With a little help and planning, certain native plants have the best chance of beating buckthorn back and helping to eradicate it from the woods, according to new research from the University of Minnesota.

The sprawling bush has been one of the most formidable invasive species to take root in Minnesota since it was brought from Europe in the mid-1800s. It was prized as an ornamental privacy hedge. All the attributes that make buckthorn good at that job — dense thick leaves that stay late into the fall, toughness and resilience to damage and pruning, unappealing taste to wildlife and herbivores — have allowed it to thrive in the wild.

It grows fast and thick, out-competing the vast majority of native plants and shrubs for sunlight and then starving them under its shade. It creates damaging feedback loops, providing ideal habitat and calcium-rich food for invasive earthworms, which in turn kill off and uproot native plants. That leaves even less competition for buckthorn to take root, said Mike Schuster, a researcher for the university’s Department of Forest Resources.

When it takes over a natural area, buckthorn creates a “green desert,” Schuster said. “All that’s left is just a perpetual hedge, with little biodiversity.”

Since the 1990s, when the spread became impossible to ignore, Minnesota foresters, park managers and cities have spent millions of dollars a year trying to beat it back. They’ve used chainsaws and trimmers, poisons and herbicides, and even goats for hire.
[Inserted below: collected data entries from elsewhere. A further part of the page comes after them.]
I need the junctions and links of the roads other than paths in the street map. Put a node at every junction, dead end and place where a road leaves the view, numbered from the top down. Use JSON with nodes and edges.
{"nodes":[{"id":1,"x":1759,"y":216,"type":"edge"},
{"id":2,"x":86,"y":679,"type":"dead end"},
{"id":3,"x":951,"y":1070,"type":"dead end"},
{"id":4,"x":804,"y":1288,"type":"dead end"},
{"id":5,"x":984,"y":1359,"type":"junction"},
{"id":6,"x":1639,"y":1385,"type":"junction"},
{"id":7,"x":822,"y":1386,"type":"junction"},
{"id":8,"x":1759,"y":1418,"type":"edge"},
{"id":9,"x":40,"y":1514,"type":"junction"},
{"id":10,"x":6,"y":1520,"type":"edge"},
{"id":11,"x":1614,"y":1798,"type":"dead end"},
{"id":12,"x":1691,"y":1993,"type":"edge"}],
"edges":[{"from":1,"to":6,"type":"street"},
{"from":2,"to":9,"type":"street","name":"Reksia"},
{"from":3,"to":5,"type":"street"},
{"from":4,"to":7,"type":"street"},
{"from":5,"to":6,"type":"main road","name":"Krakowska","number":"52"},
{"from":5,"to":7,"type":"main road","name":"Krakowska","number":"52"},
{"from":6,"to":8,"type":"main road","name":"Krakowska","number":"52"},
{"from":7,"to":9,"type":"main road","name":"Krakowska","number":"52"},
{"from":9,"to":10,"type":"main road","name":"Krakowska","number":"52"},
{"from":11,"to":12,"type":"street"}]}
The buckthorn almost always grows back within a few years.

It’s been so pervasive that a conventional wisdom formed that buckthorn seeds could survive dormant in the soil for up to six years. That thought has led to a sort of fatalism: even if the plant were entirely removed from a property there would be a looming threat that it would sprout back, Schuster said.

But there is nothing special about buckthorn seeds. They only survive for a year or two.